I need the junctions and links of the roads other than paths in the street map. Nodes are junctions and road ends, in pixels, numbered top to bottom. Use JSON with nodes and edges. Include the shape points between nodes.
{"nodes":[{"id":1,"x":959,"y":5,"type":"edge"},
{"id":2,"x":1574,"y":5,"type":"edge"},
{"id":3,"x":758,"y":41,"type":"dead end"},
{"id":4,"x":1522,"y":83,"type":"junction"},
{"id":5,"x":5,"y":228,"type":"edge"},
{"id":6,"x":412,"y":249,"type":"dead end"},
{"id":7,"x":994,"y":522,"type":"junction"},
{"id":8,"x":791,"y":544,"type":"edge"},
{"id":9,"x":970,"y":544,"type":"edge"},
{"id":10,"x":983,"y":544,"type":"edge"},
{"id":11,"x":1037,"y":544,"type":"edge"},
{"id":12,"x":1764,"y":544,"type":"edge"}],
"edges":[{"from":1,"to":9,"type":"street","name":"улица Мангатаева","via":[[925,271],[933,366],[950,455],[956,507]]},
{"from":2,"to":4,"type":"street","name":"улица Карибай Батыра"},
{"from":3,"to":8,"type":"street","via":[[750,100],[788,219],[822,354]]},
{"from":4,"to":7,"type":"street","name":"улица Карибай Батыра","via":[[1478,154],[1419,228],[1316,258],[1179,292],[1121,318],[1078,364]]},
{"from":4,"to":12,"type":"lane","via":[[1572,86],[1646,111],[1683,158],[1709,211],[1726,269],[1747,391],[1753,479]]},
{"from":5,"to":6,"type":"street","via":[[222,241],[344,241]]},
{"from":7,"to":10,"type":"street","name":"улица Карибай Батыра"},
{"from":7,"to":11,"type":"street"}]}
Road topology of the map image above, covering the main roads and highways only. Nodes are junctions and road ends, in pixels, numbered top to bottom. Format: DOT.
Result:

################

◆ **Goal of the exercise**
Reproduce the material above, keeping every line intact.

◆ **Your solution**
I need the junctions and links of the roads other than paths in the street map. Nodes are junctions and road ends, in pixels, numbered top to bottom. Use JSON with nodes and edges. Include the shape points between nodes.
{"nodes":[{"id":1,"x":959,"y":5,"type":"edge"},
{"id":2,"x":1574,"y":5,"type":"edge"},
{"id":3,"x":758,"y":41,"type":"dead end"},
{"id":4,"x":1522,"y":83,"type":"junction"},
{"id":5,"x":5,"y":228,"type":"edge"},
{"id":6,"x":412,"y":249,"type":"dead end"},
{"id":7,"x":994,"y":522,"type":"junction"},
{"id":8,"x":791,"y":544,"type":"edge"},
{"id":9,"x":970,"y":544,"type":"edge"},
{"id":10,"x":983,"y":544,"type":"edge"},
{"id":11,"x":1037,"y":544,"type":"edge"},
{"id":12,"x":1764,"y":544,"type":"edge"}],
"edges":[{"from":1,"to":9,"type":"street","name":"улица Мангатаева","via":[[925,271],[933,366],[950,455],[956,507]]},
{"from":2,"to":4,"type":"street","name":"улица Карибай Батыра"},
{"from":3,"to":8,"type":"street","via":[[750,100],[788,219],[822,354]]},
{"from":4,"to":7,"type":"street","name":"улица Карибай Батыра","via":[[1478,154],[1419,228],[1316,258],[1179,292],[1121,318],[1078,364]]},
{"from":4,"to":12,"type":"lane","via":[[1572,86],[1646,111],[1683,158],[1709,211],[1726,269],[1747,391],[1753,479]]},
{"from":5,"to":6,"type":"street","via":[[222,241],[344,241]]},
{"from":7,"to":10,"type":"street","name":"улица Карибай Батыра"},
{"from":7,"to":11,"type":"street"}]}
Road topology of the map image above, covering the main roads and highways only. Nodes are junctions and road ends, in pixels, numbered top to bottom. Format: DOT.
Result:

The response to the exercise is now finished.